まだ本調子ではないが、それでも阿近よりは顔色が良かった。


『あはは。僕には睦月と師走という強い味方が居りまして。』
「・・・なるほど。じゃ、俺は必要なかったな。」
阿近は苦笑する。
『ふふ。ということで、貸し一つ、ですね。』
青藍は楽しげに言う。


「抜け目ないな、お前。・・・解ったよ。」
阿近は諦めたように頷いた。
『流石阿近さん。話が早くて助かります。』
「・・・青藍、それは、どうなの?」
蓮は呆れたように言う。


『ふふ。この件を僕が黙っている代わりに、阿近さんが僕のお願いをひとつ聞く。対等な条件でしょ?』
「・・・やっぱり、青藍は何処までも青藍だよね。」
『ふふ。蓮も阿近さんに貸し一つ、だね。』
「いや、僕はいいよ・・・。阿近さんも苦労しますね・・・。」


「本当に、こいつ、抜け目がねぇんだよ・・・。だから俺がわざわざここに来たってのに・・・。」
阿近はそう言って深いため息を吐く。
『あはは。そういう訳なので、何かあったらお願いしますね、阿近さん。』
「・・・はぁ。はいはい。じゃ、俺は戻る。あ、そのうちまた睦月と師走借りるぞ。」
『はぁい。解りました。』
頷いた青藍を見て、阿近は病室を出ていく。


「やぁ、青藍。」
「何だ。意外と元気そうだな。」
阿近と入れ替わるようにそんな声が聞こえてくる。
『春水殿。十四郎殿。』


「いやぁ、怪我したって聞いて驚いたよ。」
「そうだぞ。漣も朽木も深冬もキリトも心配していたのだから。」
『あはは。ご心配をおかけしました。』
青藍は苦笑する。


「ほら、果物を持ってきてやったぞ。もう食べても平気だと聞いたから。

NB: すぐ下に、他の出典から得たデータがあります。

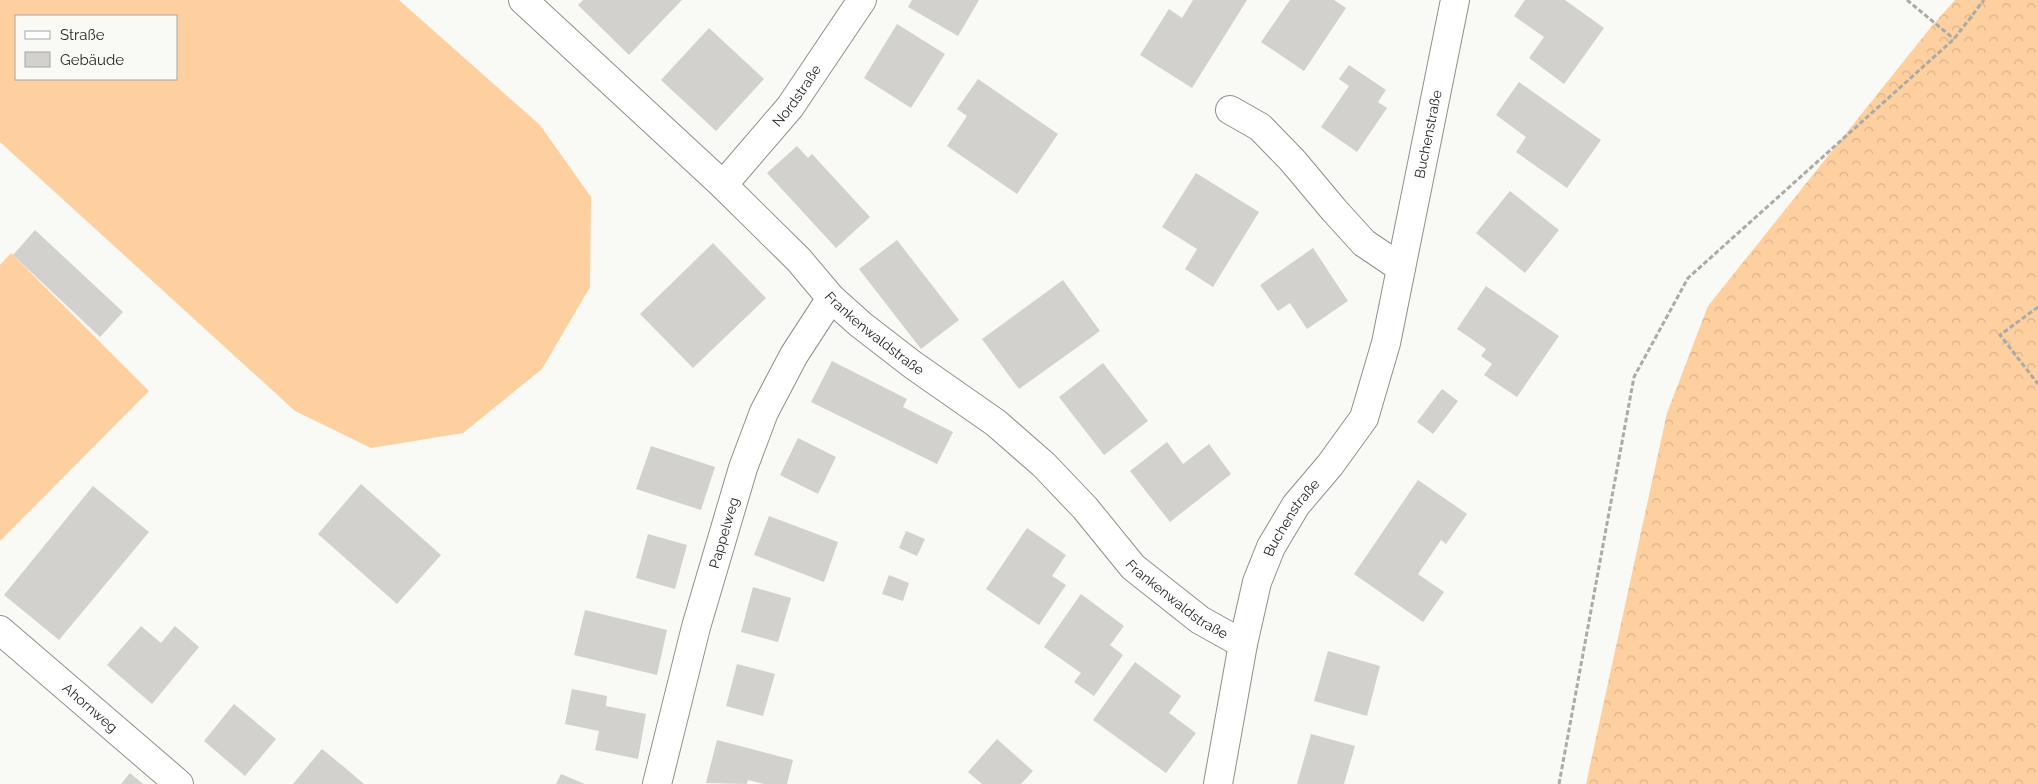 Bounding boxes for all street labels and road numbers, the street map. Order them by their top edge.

」
浮竹はそう言って果物の詰め合わせを差し出す。
『ふふ。ありがとうございます。・・・ねぇ、蓮。りんご剥いて。』
「まだ食べるの!?さっきたらふくご飯食べていたじゃない・・・。その体のどこに入って行ったの・・・。」
蓮は化け物をみるように青藍を見た。


『デザートは別腹?』
「・・・青藍、本当に化け物じゃないよね?青藍を切り開いたら、違うものが出てきたりしないよね?」
蓮は訝しげに青藍を見る。
『そうじゃないから僕は今ベッドの上なんじゃないか。いいから剥いてよー。』


「はいはい。・・・大体、なんで僕かな。」
『だって、この中で一番包丁が使えそう!ウサギがいいなぁ。』
「青藍時々本当に子どもだよね。」
「「あはは!!」」
呆れたように言った蓮に浮竹と京楽は笑う。


『いいからりんご!』
「はいはい。」
そういうと蓮は器用にナイフを使ってりんごを剥く。
「へぇ。器用だねぇ。」
「そうだなぁ。俺たちではこういう細かい作業は出来ない。」
『お二人ともこういう面は不器用そうですもんね。』
言いながら三人は蓮の手元をじっと見つめる。


「ははは。青藍は包丁を握ったことすらなさそうだが。」
『ある訳ないじゃないですか。それは僕の仕事じゃありません。』
「あはは。威張ることじゃないでしょ。」
『そういう春水殿だってないくせに。』
「僕は一回ぐらいあるさ。すぐに取り上げられたけど。」
そうこうしている間にウサギりんごが出来上がっていく。